FIS Skimuseum Damüls
- Established: 2013
- Location: Damüls, Vorarlberg, Austria
- Type: Skiing, local history
- Collection size: 3,000
- Curator: Christian Lingenhöle

= FIS Skimuseum Damüls =

Skiing museum in Austria

The FIS Skimuseum Damüls is a skiing museum located in Damüls in Vorarlberg (Austria).

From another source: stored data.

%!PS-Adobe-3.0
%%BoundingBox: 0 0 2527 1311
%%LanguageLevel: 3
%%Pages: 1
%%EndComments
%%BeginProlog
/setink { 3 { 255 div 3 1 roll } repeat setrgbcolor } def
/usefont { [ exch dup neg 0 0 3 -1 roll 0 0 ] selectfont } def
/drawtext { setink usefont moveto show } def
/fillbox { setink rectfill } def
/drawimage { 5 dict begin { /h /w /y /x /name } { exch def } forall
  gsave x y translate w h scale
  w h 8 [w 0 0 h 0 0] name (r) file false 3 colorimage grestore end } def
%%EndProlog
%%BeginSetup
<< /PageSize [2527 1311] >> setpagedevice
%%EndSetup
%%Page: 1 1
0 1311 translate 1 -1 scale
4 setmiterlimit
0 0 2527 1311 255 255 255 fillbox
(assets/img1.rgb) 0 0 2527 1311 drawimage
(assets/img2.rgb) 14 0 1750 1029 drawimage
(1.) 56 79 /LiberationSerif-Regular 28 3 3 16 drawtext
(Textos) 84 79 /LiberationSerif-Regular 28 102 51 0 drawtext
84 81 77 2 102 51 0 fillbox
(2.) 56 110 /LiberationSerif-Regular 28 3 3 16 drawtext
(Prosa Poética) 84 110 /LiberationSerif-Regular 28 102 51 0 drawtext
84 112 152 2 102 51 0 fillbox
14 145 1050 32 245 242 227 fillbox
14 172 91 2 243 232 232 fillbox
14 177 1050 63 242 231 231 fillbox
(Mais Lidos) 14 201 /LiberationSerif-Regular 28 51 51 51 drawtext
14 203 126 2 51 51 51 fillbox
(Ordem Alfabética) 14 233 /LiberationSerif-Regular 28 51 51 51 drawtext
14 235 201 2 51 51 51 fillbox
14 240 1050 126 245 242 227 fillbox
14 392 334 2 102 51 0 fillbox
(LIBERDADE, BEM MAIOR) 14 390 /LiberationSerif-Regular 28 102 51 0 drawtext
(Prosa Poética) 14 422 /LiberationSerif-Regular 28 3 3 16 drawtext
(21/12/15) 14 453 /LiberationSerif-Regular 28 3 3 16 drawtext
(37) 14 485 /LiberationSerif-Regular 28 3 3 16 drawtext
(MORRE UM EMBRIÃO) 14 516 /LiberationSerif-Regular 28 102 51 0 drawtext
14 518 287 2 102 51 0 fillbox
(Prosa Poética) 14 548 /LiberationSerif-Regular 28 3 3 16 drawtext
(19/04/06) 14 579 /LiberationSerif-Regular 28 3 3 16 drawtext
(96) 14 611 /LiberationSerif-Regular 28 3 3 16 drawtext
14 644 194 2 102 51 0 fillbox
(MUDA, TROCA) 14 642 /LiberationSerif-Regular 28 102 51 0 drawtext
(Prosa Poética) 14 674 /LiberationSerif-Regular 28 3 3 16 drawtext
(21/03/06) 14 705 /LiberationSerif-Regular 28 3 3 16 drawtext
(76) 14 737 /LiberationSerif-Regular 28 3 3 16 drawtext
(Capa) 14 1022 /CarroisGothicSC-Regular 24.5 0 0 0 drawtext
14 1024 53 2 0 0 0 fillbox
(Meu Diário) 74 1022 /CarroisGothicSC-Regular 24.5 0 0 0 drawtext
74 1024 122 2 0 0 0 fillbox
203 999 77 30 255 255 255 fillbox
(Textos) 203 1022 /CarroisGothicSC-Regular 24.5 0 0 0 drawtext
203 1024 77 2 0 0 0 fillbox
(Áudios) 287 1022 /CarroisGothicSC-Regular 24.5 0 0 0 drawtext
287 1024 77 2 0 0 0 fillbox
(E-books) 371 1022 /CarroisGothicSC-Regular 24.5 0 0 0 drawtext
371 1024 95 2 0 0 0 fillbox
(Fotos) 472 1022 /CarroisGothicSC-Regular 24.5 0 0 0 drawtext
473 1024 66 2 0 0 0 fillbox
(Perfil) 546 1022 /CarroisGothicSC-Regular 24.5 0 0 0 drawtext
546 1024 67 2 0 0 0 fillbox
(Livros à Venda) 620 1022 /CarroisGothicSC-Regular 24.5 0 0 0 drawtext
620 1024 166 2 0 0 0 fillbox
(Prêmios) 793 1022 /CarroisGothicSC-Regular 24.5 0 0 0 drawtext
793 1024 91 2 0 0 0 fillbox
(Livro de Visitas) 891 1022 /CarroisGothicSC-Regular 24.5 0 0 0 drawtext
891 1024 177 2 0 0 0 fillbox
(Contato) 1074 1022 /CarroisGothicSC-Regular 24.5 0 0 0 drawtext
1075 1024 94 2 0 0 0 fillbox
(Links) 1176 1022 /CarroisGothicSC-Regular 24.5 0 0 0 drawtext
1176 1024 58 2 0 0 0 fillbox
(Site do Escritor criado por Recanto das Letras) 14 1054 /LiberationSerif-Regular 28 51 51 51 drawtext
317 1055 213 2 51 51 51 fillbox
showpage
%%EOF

It is accommodated in the Kulisse Pfarrhof and displays exhibitions about local history and winter sports. After the exhibition was completely redesigned in the summer of 2017, it was certified by the International Ski Federation (FIS) and remains Vorarlberg's only FIS ski museum.

== The building ==
The Damüls parsonage is located directly below the church of St. Nikolaus in Damüls and had been empty for several years. On the basis of an initiative of Christian Lingenhöle, the two buildings (house and stable) were adapted accordingly and opened after minor alterations in the summer of 2013 as "Kulisse Pfarrhof".

== The exhibition ==
The museum tackles the village's 700-year history as well as its 120-year history of skiing. Damüls is one of the few original settlements of the Walser people, dating back to the 14th century. Exhibits, primarily collected by Christian Lingenhöle, provide insights into the rich history of skiing in the village.

The museum features an extensive collection of historic and modern skis including original racing skis from 1957 by ski legend Toni Sailer. In addition to skis, the focus is also on winter-sports equipment and memorabilia, clothing, photographs, literature and documents. Some curiosities illustrate the way in which past generations have experimented with skiing. A library and a historical archive are currently being built.

=== Special exhibitions ===
- 2019: "Pioneering spirit – how people shaped tourism" (portrayals of people who were active in the founding years of tourism in Damüls)
- 2020: "Second home – Damüls regulars tell stories"
- 2021: "Reinhold Simma and Damüls" (Reinhold Simma, who came from the Bregenzerwald, was the last pastor of Damüls. Father Simma is still remembered by many people in Damüls and far beyond. He was a formative personality of the place, which influenced some developments, not least in tourism.)